VATlive reports on the UK Budget, which introduces a strange new VAT rule. In practice, this will almost exclusively apply to eBay and Amazon. It is all about “fraudulent” sales of goods (not online services!) from China into the UK, where the seller does not report any VAT to HMRC.

VATlive says that the new rules will include:

  1. “The obligation of fraudulent sellers to appoint UK VAT agents;
  1. The agents will be responsible for UK VAT registering the e-commerce sellers, and filing VAT returns and remittances [I would be surprised if eBay and Amazon would take on that liability, MH];
  1. If no agent is appointed, then the UK may make the e-commerce platforms [read: eBay and Amazon, and potentially PayPal, MH] liable for any missing VAT;
  1. Fulfilment houses [read: eBay and Amazon (or do they mean the freight forwarders?), MH] to apply a new due diligence regime to detect VAT fraud in this area on behalf of HMRC

It is believed that millions is being lost each year as largely China-based online sellers of goods to consumers have failed to UK VAT register, as required. This has resulted in heavy losses of VAT. It is also putting UK domestic sellers at a severe competitive disadvantage since they must charge 20% UK VAT.”

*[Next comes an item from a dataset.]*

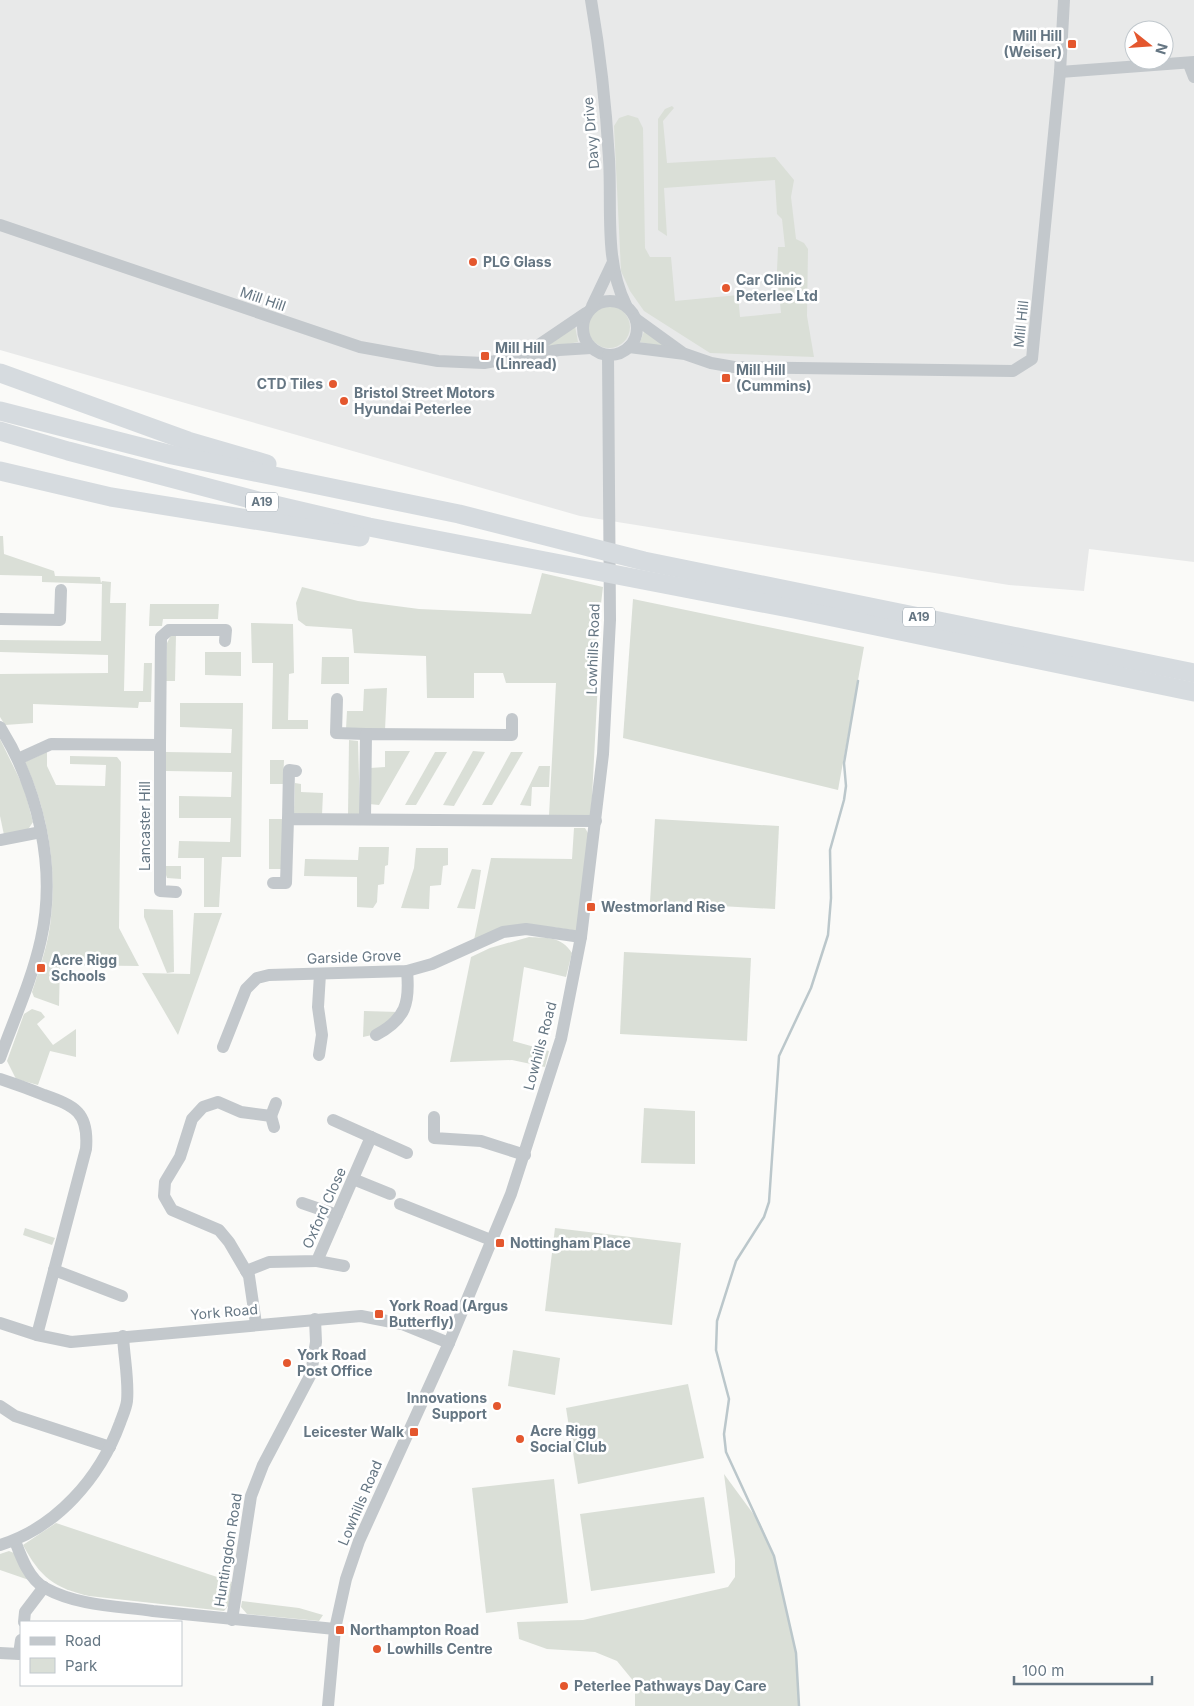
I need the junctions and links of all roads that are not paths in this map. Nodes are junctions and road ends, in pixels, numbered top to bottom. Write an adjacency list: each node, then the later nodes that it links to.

http://www.vatlive.com/european-news/uk-tackles-e-commerce-vat-fraud-on-ebay-and-amazon/

I must have misread this news. It only seems to apply to the B2C supply of goods, where a non-EU seller ships from outside the EU into the UK. Errrr… what about UK Customs? They capture import VAT on goods that exceed the threshold for items of low value, right? What is the “fraudulent” leakage of “millions”? Does HMRC now expect eBay / Amazon to force the seller to be the importer of record, pay import VAT, deduct import VAT paid and then account for domestic VAT at the same rate and same amount? Sounds really odd.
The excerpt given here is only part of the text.